What is needed here is an exact reprint of every record below.

───── Information ─────

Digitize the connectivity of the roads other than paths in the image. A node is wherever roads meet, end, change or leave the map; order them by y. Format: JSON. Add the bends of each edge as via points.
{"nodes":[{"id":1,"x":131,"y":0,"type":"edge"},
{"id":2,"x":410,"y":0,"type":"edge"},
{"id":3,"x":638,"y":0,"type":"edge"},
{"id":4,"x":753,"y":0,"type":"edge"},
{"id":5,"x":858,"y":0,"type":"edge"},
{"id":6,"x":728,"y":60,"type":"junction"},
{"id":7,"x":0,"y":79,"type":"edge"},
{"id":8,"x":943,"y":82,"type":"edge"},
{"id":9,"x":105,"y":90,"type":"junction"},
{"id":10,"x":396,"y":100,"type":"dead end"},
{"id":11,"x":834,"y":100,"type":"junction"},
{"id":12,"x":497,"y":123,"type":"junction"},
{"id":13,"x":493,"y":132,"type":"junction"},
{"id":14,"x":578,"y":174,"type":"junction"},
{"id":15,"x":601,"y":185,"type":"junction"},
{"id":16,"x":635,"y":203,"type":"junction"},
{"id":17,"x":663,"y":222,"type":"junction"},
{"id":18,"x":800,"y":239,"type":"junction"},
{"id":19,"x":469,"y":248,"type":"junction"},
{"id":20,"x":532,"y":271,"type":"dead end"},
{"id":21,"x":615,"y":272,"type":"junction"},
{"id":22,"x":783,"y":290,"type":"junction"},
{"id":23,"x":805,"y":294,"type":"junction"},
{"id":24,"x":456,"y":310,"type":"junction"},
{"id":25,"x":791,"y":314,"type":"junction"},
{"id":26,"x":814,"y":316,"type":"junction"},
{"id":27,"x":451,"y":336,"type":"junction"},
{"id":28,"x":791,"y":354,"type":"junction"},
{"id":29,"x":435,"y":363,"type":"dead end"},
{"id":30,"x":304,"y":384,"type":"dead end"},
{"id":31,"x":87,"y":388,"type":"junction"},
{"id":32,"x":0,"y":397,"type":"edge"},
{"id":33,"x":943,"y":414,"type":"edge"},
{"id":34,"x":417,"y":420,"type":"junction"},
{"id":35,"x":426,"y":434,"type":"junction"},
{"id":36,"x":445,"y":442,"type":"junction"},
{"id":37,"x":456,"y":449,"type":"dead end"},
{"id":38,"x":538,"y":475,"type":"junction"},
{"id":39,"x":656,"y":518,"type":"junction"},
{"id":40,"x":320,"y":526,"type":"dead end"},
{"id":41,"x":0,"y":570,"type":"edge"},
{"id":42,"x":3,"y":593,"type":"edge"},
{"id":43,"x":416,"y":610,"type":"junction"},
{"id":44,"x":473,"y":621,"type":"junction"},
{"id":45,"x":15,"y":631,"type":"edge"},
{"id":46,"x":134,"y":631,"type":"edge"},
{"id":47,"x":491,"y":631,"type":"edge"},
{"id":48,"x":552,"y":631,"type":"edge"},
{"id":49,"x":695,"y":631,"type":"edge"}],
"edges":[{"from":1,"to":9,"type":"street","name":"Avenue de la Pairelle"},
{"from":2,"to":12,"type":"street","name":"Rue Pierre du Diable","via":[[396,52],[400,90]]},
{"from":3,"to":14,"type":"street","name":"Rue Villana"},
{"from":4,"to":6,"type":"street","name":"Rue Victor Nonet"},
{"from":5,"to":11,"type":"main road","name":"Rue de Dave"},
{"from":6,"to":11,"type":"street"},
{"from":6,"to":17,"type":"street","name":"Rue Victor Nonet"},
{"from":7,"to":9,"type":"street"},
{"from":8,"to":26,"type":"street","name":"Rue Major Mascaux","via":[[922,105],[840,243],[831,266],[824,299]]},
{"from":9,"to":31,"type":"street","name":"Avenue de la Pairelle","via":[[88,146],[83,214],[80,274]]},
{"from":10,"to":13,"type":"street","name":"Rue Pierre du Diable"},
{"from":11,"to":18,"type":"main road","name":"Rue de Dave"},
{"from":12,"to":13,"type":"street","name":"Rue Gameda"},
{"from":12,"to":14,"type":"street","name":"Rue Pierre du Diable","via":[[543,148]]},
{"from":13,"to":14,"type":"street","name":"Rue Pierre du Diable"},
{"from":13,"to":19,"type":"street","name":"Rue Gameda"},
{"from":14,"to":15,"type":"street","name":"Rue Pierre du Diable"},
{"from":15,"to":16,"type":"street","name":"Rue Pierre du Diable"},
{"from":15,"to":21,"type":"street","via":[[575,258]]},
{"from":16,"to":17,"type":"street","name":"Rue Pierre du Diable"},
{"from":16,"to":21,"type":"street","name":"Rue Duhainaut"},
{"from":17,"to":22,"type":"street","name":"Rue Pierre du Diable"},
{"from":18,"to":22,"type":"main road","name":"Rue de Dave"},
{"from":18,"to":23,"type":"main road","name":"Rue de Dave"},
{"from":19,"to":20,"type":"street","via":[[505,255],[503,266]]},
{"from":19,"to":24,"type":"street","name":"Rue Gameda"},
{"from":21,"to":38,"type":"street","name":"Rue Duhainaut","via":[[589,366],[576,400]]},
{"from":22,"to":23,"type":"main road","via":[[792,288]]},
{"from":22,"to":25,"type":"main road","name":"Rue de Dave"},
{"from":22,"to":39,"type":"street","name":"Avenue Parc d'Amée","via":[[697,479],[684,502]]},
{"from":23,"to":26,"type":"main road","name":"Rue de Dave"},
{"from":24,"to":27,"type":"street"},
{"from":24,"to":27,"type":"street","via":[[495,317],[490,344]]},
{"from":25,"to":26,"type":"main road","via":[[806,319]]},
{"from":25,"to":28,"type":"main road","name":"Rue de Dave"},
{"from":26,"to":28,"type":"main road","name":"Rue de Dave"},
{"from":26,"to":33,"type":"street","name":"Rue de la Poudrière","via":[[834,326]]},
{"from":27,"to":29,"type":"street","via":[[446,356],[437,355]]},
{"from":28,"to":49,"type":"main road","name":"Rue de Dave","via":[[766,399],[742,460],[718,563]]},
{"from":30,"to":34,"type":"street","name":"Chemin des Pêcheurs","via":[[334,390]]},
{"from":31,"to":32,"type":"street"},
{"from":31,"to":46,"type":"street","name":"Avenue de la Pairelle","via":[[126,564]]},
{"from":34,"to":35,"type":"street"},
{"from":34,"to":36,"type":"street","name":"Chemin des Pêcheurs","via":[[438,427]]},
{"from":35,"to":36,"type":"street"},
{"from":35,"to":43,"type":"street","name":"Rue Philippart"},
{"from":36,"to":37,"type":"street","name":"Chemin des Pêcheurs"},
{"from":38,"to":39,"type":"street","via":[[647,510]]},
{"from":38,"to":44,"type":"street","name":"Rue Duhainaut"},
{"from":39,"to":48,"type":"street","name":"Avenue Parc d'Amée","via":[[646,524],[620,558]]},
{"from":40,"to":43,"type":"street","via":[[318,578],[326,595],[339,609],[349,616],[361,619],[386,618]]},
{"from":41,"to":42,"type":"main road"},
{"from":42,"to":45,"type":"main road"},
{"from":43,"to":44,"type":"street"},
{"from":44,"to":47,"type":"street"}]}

─────

**Answer space**
Digitize the connectivity of the roads other than paths in the image. A node is wherever roads meet, end, change or leave the map; order them by y. Format: JSON. Add the bends of each edge as via points.
{"nodes":[{"id":1,"x":131,"y":0,"type":"edge"},
{"id":2,"x":410,"y":0,"type":"edge"},
{"id":3,"x":638,"y":0,"type":"edge"},
{"id":4,"x":753,"y":0,"type":"edge"},
{"id":5,"x":858,"y":0,"type":"edge"},
{"id":6,"x":728,"y":60,"type":"junction"},
{"id":7,"x":0,"y":79,"type":"edge"},
{"id":8,"x":943,"y":82,"type":"edge"},
{"id":9,"x":105,"y":90,"type":"junction"},
{"id":10,"x":396,"y":100,"type":"dead end"},
{"id":11,"x":834,"y":100,"type":"junction"},
{"id":12,"x":497,"y":123,"type":"junction"},
{"id":13,"x":493,"y":132,"type":"junction"},
{"id":14,"x":578,"y":174,"type":"junction"},
{"id":15,"x":601,"y":185,"type":"junction"},
{"id":16,"x":635,"y":203,"type":"junction"},
{"id":17,"x":663,"y":222,"type":"junction"},
{"id":18,"x":800,"y":239,"type":"junction"},
{"id":19,"x":469,"y":248,"type":"junction"},
{"id":20,"x":532,"y":271,"type":"dead end"},
{"id":21,"x":615,"y":272,"type":"junction"},
{"id":22,"x":783,"y":290,"type":"junction"},
{"id":23,"x":805,"y":294,"type":"junction"},
{"id":24,"x":456,"y":310,"type":"junction"},
{"id":25,"x":791,"y":314,"type":"junction"},
{"id":26,"x":814,"y":316,"type":"junction"},
{"id":27,"x":451,"y":336,"type":"junction"},
{"id":28,"x":791,"y":354,"type":"junction"},
{"id":29,"x":435,"y":363,"type":"dead end"},
{"id":30,"x":304,"y":384,"type":"dead end"},
{"id":31,"x":87,"y":388,"type":"junction"},
{"id":32,"x":0,"y":397,"type":"edge"},
{"id":33,"x":943,"y":414,"type":"edge"},
{"id":34,"x":417,"y":420,"type":"junction"},
{"id":35,"x":426,"y":434,"type":"junction"},
{"id":36,"x":445,"y":442,"type":"junction"},
{"id":37,"x":456,"y":449,"type":"dead end"},
{"id":38,"x":538,"y":475,"type":"junction"},
{"id":39,"x":656,"y":518,"type":"junction"},
{"id":40,"x":320,"y":526,"type":"dead end"},
{"id":41,"x":0,"y":570,"type":"edge"},
{"id":42,"x":3,"y":593,"type":"edge"},
{"id":43,"x":416,"y":610,"type":"junction"},
{"id":44,"x":473,"y":621,"type":"junction"},
{"id":45,"x":15,"y":631,"type":"edge"},
{"id":46,"x":134,"y":631,"type":"edge"},
{"id":47,"x":491,"y":631,"type":"edge"},
{"id":48,"x":552,"y":631,"type":"edge"},
{"id":49,"x":695,"y":631,"type":"edge"}],
"edges":[{"from":1,"to":9,"type":"street","name":"Avenue de la Pairelle"},
{"from":2,"to":12,"type":"street","name":"Rue Pierre du Diable","via":[[396,52],[400,90]]},
{"from":3,"to":14,"type":"street","name":"Rue Villana"},
{"from":4,"to":6,"type":"street","name":"Rue Victor Nonet"},
{"from":5,"to":11,"type":"main road","name":"Rue de Dave"},
{"from":6,"to":11,"type":"street"},
{"from":6,"to":17,"type":"street","name":"Rue Victor Nonet"},
{"from":7,"to":9,"type":"street"},
{"from":8,"to":26,"type":"street","name":"Rue Major Mascaux","via":[[922,105],[840,243],[831,266],[824,299]]},
{"from":9,"to":31,"type":"street","name":"Avenue de la Pairelle","via":[[88,146],[83,214],[80,274]]},
{"from":10,"to":13,"type":"street","name":"Rue Pierre du Diable"},
{"from":11,"to":18,"type":"main road","name":"Rue de Dave"},
{"from":12,"to":13,"type":"street","name":"Rue Gameda"},
{"from":12,"to":14,"type":"street","name":"Rue Pierre du Diable","via":[[543,148]]},
{"from":13,"to":14,"type":"street","name":"Rue Pierre du Diable"},
{"from":13,"to":19,"type":"street","name":"Rue Gameda"},
{"from":14,"to":15,"type":"street","name":"Rue Pierre du Diable"},
{"from":15,"to":16,"type":"street","name":"Rue Pierre du Diable"},
{"from":15,"to":21,"type":"street","via":[[575,258]]},
{"from":16,"to":17,"type":"street","name":"Rue Pierre du Diable"},
{"from":16,"to":21,"type":"street","name":"Rue Duhainaut"},
{"from":17,"to":22,"type":"street","name":"Rue Pierre du Diable"},
{"from":18,"to":22,"type":"main road","name":"Rue de Dave"},
{"from":18,"to":23,"type":"main road","name":"Rue de Dave"},
{"from":19,"to":20,"type":"street","via":[[505,255],[503,266]]},
{"from":19,"to":24,"type":"street","name":"Rue Gameda"},
{"from":21,"to":38,"type":"street","name":"Rue Duhainaut","via":[[589,366],[576,400]]},
{"from":22,"to":23,"type":"main road","via":[[792,288]]},
{"from":22,"to":25,"type":"main road","name":"Rue de Dave"},
{"from":22,"to":39,"type":"street","name":"Avenue Parc d'Amée","via":[[697,479],[684,502]]},
{"from":23,"to":26,"type":"main road","name":"Rue de Dave"},
{"from":24,"to":27,"type":"street"},
{"from":24,"to":27,"type":"street","via":[[495,317],[490,344]]},
{"from":25,"to":26,"type":"main road","via":[[806,319]]},
{"from":25,"to":28,"type":"main road","name":"Rue de Dave"},
{"from":26,"to":28,"type":"main road","name":"Rue de Dave"},
{"from":26,"to":33,"type":"street","name":"Rue de la Poudrière","via":[[834,326]]},
{"from":27,"to":29,"type":"street","via":[[446,356],[437,355]]},
{"from":28,"to":49,"type":"main road","name":"Rue de Dave","via":[[766,399],[742,460],[718,563]]},
{"from":30,"to":34,"type":"street","name":"Chemin des Pêcheurs","via":[[334,390]]},
{"from":31,"to":32,"type":"street"},
{"from":31,"to":46,"type":"street","name":"Avenue de la Pairelle","via":[[126,564]]},
{"from":34,"to":35,"type":"street"},
{"from":34,"to":36,"type":"street","name":"Chemin des Pêcheurs","via":[[438,427]]},
{"from":35,"to":36,"type":"street"},
{"from":35,"to":43,"type":"street","name":"Rue Philippart"},
{"from":36,"to":37,"type":"street","name":"Chemin des Pêcheurs"},
{"from":38,"to":39,"type":"street","via":[[647,510]]},
{"from":38,"to":44,"type":"street","name":"Rue Duhainaut"},
{"from":39,"to":48,"type":"street","name":"Avenue Parc d'Amée","via":[[646,524],[620,558]]},
{"from":40,"to":43,"type":"street","via":[[318,578],[326,595],[339,609],[349,616],[361,619],[386,618]]},
{"from":41,"to":42,"type":"main road"},
{"from":42,"to":45,"type":"main road"},
{"from":43,"to":44,"type":"street"},
{"from":44,"to":47,"type":"street"}]}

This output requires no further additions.